Amara expressed frustration and contempt for what he perceived as Ahmad's failure to move plans forward at an acceptable pace.
Amara got to work on speeding up his plans set off bombs and cause panic in the streets.
He used a public library's computer to conduct searches on "ammonium nitrate in agriculture," nitric acid, rocket fuel, fertilizer, explosives and "how to get ammonium nitrate." He also used the computer to order Student Farmer business cards.
He met with 18-year-old Saad Gaya at McMaster University in Hamilton and recruited him to become involved in the movement against Canada's involvement in Afghanistan.
Gaya and Saad Khalid, who Amara knew from high school, were kept in the dark about Amara's big picture, but still set to work renting a warehouse in which they could store their bomb-making materials.
Like so many other trusted allies and pivotal parts to their plans, everything was not as it seemed. The person they rented the storage unit from was an undercover police officer.
Not long after Amara got Khalid and Gaya involved Abdelhaleem, who was friends with Amara, introduced him to Elsohemy. CSIS asked Elsohemy to "dangle" his agriculture background -- a degree in agricultural sciences -- in the hopes Amara would latch onto it.
Amara tasked Elsohemy with obtaining the chemicals they would need for three massive truck bombs.
Amara revealed his plot to Elsohemy and Abdelhaleem on the evening of April 8. Amara was planning to set off three truck bombs outside the Toronto offices of CSIS, at the Toronto Stock Exchange and an eastern Ontario military base. He talked of adding metal chips to the bombs to exact maximum casualties. Evidence later found at his home suggested he was making explosives and building circuitry.
By the end of May, Amara felt his recruits needed a refresher course so he and Durrani held a second training camp, this one in Rockwood, Ont., near Guelph.
At Rockwood the recruits went rafting, cliff climbing as well as marching through the woods and participating in military-style exercises.
While Ahmad and his group were going through their second round of training combined with May long weekend camping, Amara and his group were nearing the climax of their plans -- or so they thought.
Khalid and Gaya set up corrugated boxes lined with garbage bags at the warehouse, readying them to store the fertilizer they believed they would receive.
Then, on June 2, 2006, Gaya and Khalid donned "Student Farmer" T-shirts and prepared to receive delivery of an inert substance disguised as ammonium nitrate. As the two young men began to unload the truck police swooped in and arrested them.

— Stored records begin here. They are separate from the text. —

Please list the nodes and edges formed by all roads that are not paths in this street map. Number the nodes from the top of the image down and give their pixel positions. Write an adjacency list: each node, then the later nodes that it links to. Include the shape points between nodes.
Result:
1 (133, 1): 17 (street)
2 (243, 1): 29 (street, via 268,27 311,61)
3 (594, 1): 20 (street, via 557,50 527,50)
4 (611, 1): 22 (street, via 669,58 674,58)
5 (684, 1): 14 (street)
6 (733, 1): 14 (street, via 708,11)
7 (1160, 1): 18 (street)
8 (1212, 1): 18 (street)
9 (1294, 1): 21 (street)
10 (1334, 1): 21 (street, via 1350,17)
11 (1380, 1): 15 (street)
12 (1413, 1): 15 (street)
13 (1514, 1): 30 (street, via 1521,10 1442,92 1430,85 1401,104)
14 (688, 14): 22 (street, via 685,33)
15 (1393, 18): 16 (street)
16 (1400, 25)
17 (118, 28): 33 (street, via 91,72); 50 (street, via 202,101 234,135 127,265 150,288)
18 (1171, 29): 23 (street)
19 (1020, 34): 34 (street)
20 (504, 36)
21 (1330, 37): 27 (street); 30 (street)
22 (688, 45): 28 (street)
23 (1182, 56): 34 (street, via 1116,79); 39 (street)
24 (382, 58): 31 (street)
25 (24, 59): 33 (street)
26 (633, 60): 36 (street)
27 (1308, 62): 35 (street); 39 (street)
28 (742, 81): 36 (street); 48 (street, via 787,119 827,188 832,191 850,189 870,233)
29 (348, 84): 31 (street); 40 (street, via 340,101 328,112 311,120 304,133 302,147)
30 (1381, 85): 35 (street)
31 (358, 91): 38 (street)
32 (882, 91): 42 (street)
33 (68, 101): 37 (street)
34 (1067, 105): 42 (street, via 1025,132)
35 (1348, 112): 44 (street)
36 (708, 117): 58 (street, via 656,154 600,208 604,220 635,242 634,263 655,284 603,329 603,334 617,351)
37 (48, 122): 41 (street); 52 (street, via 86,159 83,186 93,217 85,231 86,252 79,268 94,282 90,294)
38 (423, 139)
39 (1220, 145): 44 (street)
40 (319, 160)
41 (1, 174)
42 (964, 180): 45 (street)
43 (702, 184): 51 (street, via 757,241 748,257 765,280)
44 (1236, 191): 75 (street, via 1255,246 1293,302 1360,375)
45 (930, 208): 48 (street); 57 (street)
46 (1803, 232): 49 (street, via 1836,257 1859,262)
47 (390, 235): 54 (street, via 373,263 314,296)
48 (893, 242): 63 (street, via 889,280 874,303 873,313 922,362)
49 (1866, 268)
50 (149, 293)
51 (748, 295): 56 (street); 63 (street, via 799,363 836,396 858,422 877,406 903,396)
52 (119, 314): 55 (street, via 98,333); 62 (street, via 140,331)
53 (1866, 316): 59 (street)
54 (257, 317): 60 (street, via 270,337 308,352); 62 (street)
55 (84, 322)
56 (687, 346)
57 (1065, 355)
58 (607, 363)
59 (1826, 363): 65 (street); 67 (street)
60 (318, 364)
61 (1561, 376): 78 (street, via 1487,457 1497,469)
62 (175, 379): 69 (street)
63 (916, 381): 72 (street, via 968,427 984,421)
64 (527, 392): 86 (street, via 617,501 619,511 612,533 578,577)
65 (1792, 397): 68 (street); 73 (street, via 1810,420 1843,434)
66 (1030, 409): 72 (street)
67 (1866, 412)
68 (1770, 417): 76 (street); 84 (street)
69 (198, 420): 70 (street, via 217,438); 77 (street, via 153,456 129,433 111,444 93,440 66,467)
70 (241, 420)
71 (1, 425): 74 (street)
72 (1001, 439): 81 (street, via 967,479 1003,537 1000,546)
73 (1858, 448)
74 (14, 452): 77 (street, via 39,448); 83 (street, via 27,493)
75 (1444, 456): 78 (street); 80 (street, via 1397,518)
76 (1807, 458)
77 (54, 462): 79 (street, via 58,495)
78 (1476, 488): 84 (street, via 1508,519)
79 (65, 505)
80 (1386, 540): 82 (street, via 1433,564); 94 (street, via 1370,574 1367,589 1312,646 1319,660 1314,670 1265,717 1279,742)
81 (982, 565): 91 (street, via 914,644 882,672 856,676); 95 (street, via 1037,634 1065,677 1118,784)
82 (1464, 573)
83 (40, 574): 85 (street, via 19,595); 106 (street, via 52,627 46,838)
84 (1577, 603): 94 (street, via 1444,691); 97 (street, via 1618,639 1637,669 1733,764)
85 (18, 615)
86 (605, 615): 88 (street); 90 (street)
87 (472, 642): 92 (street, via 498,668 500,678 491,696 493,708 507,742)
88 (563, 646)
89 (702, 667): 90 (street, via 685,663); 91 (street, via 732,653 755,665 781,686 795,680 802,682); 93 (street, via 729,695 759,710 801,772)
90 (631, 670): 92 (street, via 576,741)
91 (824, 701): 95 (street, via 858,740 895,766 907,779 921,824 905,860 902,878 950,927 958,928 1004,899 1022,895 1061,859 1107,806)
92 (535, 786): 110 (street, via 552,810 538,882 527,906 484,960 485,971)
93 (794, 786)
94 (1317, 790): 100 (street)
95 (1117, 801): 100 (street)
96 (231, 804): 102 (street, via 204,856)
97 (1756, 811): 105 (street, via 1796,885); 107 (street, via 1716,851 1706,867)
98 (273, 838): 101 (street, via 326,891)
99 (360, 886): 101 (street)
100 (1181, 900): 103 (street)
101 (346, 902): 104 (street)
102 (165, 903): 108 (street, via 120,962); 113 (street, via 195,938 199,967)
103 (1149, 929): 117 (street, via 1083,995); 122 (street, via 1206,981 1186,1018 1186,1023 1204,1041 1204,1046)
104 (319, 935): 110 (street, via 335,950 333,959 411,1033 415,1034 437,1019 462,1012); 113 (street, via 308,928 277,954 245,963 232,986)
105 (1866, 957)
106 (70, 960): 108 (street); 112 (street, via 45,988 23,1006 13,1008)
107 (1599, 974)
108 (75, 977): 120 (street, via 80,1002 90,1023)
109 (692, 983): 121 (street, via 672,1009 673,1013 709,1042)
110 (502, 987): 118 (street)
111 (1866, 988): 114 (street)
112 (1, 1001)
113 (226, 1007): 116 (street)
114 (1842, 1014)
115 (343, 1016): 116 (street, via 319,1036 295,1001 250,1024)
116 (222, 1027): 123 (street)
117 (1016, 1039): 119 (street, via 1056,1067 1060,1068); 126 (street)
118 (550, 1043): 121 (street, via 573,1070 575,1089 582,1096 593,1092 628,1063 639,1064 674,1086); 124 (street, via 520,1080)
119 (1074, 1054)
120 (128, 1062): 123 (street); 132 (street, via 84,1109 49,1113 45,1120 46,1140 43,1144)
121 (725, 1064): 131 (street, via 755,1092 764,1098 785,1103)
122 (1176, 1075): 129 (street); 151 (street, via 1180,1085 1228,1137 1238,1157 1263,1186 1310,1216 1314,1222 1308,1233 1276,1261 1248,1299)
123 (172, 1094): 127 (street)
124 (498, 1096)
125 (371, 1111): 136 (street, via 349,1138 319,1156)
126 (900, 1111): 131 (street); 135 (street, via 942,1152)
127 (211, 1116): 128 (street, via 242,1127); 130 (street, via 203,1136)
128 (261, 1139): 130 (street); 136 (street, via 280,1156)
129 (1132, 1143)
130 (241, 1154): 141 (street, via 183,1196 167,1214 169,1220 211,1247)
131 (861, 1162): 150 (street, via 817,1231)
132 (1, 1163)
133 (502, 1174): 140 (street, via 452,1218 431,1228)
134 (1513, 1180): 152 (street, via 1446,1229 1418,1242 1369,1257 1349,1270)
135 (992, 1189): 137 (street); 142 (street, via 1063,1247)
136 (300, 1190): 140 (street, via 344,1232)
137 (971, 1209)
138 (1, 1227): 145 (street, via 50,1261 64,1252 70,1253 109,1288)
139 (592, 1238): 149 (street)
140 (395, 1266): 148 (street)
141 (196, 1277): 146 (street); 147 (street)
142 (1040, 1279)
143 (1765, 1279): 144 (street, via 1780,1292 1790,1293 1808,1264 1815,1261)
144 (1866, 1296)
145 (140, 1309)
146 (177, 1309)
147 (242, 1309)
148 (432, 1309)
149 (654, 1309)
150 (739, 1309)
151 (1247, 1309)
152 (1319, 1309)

Meanwhile, 15 other men and boys were also arrested that day as the culmination of the large-scale investigation. An 18th man would be arrested months later, prompting the group to become known as the Toronto 18.
Years later, with all the legal complexities ironed out and the cases finally finished winding their way through the courts, the plotters and their key minions are behind bars.
As with many mass arrests some have been let go -- charges were dropped or stayed against seven people -- but the core group remains. Amara, Ahmad, Abdelhaleem, Dirie, Khalid, Gaya, Chand, and Ansari are behind bars. James, Durrani and Yogakrishnan were convicted but have already been released from prison.